Passing an environment variable to a shell script from Fastlane - ruby

I'm running Fastlane (a continuous build tool for iOS) in order to execute a custom shell script for decrypting a file.
This is the command.
sh "./decrypt.sh ENV['ENCRYPTION_P12']"
I cannot figured out a way to pass the environment variable to that script. Obviously, if I hardcode the pwd into the script, it works correctly.
sh "./decrypt.sh mypwd"
Any suggestions?

Expanding From Within The Immediate Shell
Assuming that sh, here, is a fastlane command that invokes a shell command with the given argument as script text:
# as a fastlane directive
sh './decrypt.sh "$ENCRYPTION_P12"'
Note that if this were being literally invoked as a command line for /bin/sh, it would need a -c argument:
# in other contexts
sh -c './decrypt.sh "$ENCRYPTION_P12"'
Note that this absolutely depends on ENCRYPTION_P12 being an environment variable -- that is, exported to the environment by the system by which it was set.
Expanding from Within The Invoked Script
That said, if it is an environment variable, you have a better option: Just use it.
That is, inside decrypt.sh, you can refer to "$ENCRYPTION_P12" without needing to set it explicitly, as the shell implicitly imports all environment variables as shell variables -- and they're passed down to child processes without any explicit actions needed.

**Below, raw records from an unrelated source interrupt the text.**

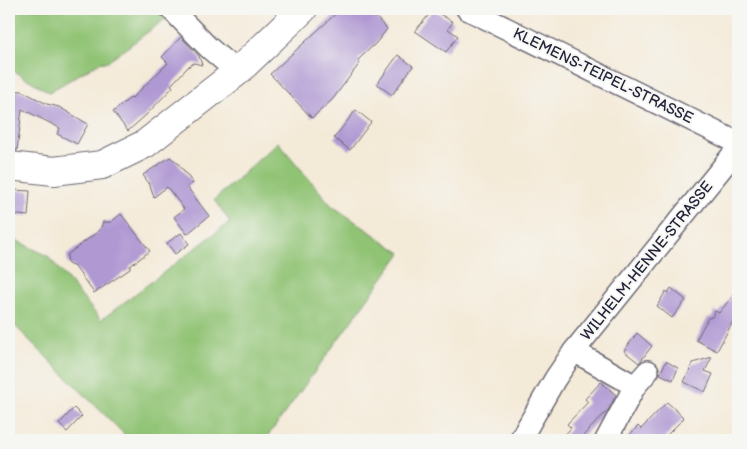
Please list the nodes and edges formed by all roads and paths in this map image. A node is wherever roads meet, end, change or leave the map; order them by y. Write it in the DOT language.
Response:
graph roads {
  1 [pos="171,9"];
  2 [pos="303,9"];
  3 [pos="467,9"];
  4 [pos="237,72"];
  5 [pos="738,143"];
  6 [pos="738,148"];
  7 [pos="9,166"];
  8 [pos="574,351"];
  9 [pos="520,440"];
  10 [pos="606,440"];
  1 -- 4 [label="street"];
  2 -- 4 [label="main road"];
  3 -- 5 [label="street, KLEMENS-TEIPEL-STRASSE"];
  4 -- 7 [label="main road"];
  6 -- 8 [label="street, WILHELM-HENNE-STRASSE"];
  8 -- 9 [label="street, WILHELM-HENNE-STRASSE"];
  8 -- 10 [label="street, WILHELM-HENNE-STRASSE"];
}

Things to Avoid: Shell Injection Attacks
Finally, an aside: The dangerous way to do this would have been something like:
# INSECURE: DO NOT DO THIS
sh "./decrypt.sh #{ENV['ENCRYPTION_P12']}"
or
# STILL INSECURE
sh "./decrypt.sh \"#{ENV['ENCRYPTION_P12'}\""
or
# STILL INSECURE
sh "./decrypt.sh '#{ENV['ENCRYPTION_P12'}'"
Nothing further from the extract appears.